▶ [Exercise requirements] Copy, from the data below, every line that has "Wood" in it.

Stored records:
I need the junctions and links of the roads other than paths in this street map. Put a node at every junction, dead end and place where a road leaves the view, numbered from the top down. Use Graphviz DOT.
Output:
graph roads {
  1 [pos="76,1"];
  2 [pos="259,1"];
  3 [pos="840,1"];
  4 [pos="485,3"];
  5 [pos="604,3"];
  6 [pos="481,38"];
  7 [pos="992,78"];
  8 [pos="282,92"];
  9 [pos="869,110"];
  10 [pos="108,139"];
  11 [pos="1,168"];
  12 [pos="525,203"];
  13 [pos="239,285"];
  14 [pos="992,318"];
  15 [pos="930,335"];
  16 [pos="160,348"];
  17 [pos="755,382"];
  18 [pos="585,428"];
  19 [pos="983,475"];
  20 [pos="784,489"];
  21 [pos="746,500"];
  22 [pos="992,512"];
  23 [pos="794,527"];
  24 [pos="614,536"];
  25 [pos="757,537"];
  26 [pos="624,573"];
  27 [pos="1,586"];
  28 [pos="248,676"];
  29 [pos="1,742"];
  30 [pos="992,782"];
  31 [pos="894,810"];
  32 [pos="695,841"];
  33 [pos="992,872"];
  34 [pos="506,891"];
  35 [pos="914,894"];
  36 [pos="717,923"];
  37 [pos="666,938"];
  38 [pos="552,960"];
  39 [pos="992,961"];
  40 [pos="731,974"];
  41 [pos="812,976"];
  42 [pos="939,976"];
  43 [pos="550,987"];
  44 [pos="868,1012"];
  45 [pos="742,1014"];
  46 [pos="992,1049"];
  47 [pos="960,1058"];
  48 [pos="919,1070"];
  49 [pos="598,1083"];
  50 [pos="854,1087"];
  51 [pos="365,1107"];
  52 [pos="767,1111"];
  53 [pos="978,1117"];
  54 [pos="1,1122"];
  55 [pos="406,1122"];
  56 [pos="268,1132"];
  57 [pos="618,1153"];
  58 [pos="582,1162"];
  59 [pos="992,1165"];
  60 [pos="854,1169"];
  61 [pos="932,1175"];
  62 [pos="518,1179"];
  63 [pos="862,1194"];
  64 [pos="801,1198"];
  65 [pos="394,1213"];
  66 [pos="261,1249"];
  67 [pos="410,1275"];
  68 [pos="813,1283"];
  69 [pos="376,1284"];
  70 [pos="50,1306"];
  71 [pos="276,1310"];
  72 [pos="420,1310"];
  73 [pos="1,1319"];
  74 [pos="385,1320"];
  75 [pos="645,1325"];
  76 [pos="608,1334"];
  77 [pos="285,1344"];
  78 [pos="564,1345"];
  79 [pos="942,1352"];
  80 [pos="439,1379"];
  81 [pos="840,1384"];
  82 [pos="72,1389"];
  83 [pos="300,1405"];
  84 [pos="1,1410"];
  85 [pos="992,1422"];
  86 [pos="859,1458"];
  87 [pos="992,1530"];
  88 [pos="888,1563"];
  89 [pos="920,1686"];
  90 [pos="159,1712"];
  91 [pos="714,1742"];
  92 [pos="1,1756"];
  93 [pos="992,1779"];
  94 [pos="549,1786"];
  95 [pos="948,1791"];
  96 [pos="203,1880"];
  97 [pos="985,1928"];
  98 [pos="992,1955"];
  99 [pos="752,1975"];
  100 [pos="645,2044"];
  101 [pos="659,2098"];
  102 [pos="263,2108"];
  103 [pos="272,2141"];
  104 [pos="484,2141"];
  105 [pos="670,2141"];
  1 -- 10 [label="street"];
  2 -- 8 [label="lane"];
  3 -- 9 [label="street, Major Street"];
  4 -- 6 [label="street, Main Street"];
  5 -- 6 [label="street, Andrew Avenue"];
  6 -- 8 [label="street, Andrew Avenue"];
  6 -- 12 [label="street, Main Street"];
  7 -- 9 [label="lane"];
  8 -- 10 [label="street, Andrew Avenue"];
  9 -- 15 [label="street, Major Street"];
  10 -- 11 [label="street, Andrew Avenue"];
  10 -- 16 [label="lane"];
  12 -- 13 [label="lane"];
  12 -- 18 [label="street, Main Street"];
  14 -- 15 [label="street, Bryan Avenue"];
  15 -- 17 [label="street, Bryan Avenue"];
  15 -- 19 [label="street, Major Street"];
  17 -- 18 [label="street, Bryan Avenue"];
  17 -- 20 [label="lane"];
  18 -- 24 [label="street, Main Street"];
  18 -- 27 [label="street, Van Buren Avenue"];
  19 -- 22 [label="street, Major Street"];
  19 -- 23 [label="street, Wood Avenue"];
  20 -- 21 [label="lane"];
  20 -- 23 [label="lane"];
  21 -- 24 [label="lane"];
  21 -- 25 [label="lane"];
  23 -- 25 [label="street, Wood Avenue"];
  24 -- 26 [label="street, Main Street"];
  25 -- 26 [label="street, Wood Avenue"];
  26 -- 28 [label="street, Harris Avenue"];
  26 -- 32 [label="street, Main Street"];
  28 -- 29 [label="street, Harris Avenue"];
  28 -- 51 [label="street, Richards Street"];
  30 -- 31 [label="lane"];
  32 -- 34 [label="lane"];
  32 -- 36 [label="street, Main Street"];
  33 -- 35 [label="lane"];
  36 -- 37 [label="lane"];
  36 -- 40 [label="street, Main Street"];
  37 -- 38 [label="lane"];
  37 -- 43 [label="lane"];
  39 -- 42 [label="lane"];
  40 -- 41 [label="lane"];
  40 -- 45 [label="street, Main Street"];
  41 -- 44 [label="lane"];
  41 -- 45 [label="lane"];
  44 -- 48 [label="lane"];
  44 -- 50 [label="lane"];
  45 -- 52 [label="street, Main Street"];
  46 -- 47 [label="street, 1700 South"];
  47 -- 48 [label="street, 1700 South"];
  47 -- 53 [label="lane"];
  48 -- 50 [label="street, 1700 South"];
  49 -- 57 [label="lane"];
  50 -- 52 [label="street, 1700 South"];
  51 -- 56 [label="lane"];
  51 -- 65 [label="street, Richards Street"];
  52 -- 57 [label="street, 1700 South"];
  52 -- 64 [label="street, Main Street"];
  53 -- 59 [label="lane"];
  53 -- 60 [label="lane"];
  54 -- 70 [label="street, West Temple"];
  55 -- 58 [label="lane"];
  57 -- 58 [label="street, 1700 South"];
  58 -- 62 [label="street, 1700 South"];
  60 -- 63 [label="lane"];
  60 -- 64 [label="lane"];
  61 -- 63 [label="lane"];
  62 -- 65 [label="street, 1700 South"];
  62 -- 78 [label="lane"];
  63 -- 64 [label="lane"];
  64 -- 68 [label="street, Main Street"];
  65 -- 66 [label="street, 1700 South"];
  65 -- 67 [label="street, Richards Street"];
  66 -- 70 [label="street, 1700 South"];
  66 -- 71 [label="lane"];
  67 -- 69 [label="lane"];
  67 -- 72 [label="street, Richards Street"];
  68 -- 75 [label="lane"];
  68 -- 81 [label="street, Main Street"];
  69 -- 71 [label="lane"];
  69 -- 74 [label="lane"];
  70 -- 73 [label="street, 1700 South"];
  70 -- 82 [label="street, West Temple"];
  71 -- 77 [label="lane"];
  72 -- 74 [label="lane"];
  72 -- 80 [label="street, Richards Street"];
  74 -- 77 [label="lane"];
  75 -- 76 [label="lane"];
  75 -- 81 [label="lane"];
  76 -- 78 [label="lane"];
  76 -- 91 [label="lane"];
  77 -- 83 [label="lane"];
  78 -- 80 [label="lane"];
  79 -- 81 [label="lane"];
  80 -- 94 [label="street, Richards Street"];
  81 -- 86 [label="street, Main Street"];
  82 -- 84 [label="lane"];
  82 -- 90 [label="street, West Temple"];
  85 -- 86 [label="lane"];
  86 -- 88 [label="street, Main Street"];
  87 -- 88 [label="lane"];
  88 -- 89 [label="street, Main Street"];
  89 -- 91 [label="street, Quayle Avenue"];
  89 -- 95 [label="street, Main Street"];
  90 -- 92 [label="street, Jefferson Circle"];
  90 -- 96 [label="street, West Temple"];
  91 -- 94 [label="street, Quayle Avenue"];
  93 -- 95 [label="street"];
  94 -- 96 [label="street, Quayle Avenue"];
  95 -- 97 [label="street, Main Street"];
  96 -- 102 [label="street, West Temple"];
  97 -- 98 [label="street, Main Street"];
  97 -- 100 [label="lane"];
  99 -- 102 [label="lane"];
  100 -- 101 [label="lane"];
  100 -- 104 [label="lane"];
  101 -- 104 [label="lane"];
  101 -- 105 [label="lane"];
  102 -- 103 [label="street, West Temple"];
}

▶ [Solution to this problem]
  19 -- 23 [label="street, Wood Avenue"];
  23 -- 25 [label="street, Wood Avenue"];
  25 -- 26 [label="street, Wood Avenue"];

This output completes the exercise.